EXERCISE DESCRIPTION: Return every line from the records below in which the word "main" is found.

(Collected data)
=== Section Start ===

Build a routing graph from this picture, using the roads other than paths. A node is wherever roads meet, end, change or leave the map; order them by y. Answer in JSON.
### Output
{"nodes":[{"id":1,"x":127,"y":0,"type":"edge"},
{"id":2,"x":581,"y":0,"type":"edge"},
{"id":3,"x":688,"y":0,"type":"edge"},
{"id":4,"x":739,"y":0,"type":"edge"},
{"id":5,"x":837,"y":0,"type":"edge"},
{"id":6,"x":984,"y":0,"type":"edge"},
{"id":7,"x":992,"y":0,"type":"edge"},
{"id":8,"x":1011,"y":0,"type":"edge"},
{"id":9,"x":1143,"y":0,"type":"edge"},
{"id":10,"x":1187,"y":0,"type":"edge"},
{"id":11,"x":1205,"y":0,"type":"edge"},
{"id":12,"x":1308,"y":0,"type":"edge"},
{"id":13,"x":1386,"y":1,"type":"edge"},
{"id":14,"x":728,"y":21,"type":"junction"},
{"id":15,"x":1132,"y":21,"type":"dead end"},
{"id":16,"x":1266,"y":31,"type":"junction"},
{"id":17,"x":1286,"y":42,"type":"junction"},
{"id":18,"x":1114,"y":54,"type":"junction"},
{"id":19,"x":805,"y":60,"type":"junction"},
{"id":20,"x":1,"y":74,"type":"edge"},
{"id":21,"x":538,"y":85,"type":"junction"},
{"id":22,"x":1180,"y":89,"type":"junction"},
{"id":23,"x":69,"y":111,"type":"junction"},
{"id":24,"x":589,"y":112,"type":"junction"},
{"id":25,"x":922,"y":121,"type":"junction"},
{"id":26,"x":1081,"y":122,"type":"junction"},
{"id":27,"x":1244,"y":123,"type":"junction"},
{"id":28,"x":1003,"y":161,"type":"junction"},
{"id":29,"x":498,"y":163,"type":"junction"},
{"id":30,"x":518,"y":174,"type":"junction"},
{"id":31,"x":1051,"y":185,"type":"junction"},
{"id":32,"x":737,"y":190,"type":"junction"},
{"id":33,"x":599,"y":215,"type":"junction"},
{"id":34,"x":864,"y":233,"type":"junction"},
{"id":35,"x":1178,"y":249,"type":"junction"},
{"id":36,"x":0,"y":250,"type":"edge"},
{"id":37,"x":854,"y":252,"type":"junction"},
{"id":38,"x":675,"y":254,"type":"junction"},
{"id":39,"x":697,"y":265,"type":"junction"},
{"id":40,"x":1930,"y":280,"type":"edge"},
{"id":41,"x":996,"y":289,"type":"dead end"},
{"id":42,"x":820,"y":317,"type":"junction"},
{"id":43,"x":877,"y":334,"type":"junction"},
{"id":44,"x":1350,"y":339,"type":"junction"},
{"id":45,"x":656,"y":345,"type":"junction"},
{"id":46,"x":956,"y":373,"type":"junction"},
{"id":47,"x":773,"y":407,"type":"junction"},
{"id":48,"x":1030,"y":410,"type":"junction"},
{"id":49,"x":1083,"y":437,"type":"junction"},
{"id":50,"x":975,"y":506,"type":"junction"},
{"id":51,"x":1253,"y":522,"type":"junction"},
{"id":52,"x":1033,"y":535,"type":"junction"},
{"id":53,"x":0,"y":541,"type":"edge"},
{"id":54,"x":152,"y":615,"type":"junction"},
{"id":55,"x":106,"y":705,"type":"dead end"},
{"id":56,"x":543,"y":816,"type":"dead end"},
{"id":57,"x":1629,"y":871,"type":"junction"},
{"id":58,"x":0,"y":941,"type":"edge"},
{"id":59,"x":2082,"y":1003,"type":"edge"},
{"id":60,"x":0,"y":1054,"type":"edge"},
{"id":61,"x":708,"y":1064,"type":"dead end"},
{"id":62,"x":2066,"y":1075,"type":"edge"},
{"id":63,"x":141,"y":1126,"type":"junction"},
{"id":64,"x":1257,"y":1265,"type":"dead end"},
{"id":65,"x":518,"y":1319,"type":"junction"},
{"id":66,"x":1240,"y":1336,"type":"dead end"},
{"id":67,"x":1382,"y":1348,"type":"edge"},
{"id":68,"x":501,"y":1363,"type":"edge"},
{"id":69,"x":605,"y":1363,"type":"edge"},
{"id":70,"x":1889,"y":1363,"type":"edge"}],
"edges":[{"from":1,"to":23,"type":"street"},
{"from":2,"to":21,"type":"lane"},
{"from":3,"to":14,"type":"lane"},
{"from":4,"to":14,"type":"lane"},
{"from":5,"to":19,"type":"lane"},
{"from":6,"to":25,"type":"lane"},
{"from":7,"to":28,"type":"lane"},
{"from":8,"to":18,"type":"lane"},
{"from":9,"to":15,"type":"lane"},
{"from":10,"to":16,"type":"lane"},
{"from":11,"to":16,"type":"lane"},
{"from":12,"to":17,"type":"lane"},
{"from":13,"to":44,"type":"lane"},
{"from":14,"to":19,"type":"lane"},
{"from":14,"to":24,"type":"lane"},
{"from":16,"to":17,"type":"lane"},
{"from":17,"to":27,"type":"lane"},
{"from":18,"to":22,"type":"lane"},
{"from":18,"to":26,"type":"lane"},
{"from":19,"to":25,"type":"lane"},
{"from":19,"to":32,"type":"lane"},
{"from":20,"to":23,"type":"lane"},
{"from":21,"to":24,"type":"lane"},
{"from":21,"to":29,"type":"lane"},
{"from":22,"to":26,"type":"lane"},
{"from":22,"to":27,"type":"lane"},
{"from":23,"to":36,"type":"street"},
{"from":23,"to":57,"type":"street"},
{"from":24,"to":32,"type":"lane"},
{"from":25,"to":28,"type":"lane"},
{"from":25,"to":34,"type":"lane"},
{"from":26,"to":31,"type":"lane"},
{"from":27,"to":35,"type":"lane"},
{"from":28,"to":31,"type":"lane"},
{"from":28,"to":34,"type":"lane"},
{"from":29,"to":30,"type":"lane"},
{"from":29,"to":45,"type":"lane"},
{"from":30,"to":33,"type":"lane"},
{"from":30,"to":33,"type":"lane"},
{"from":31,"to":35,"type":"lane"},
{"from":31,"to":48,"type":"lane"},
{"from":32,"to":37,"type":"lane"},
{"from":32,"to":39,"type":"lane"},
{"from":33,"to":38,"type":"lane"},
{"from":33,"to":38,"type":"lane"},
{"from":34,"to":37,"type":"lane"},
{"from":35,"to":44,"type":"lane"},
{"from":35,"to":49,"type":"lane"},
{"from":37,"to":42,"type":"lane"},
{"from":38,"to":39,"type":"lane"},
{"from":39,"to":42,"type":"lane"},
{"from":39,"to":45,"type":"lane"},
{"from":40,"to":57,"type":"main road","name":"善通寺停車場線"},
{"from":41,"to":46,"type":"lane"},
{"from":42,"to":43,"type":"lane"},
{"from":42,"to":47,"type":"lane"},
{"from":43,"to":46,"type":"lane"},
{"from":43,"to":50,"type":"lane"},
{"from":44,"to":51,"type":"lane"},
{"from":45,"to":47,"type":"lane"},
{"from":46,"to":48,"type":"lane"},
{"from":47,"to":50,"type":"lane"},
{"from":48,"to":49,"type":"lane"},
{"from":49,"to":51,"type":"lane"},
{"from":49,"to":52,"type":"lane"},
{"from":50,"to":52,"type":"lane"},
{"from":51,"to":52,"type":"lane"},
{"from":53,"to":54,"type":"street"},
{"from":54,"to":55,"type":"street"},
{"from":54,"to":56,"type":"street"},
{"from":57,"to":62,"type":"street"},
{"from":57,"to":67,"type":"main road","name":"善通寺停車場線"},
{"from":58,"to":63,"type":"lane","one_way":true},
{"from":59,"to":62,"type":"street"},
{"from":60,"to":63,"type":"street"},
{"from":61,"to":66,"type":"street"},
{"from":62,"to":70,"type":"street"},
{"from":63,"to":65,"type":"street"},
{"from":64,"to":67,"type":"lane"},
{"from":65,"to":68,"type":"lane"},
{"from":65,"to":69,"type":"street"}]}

=== Section End ===

OUTPUT OF THE EXERCISE:
{"from":40,"to":57,"type":"main road","name":"善通寺停車場線"},
{"from":57,"to":67,"type":"main road","name":"善通寺停車場線"},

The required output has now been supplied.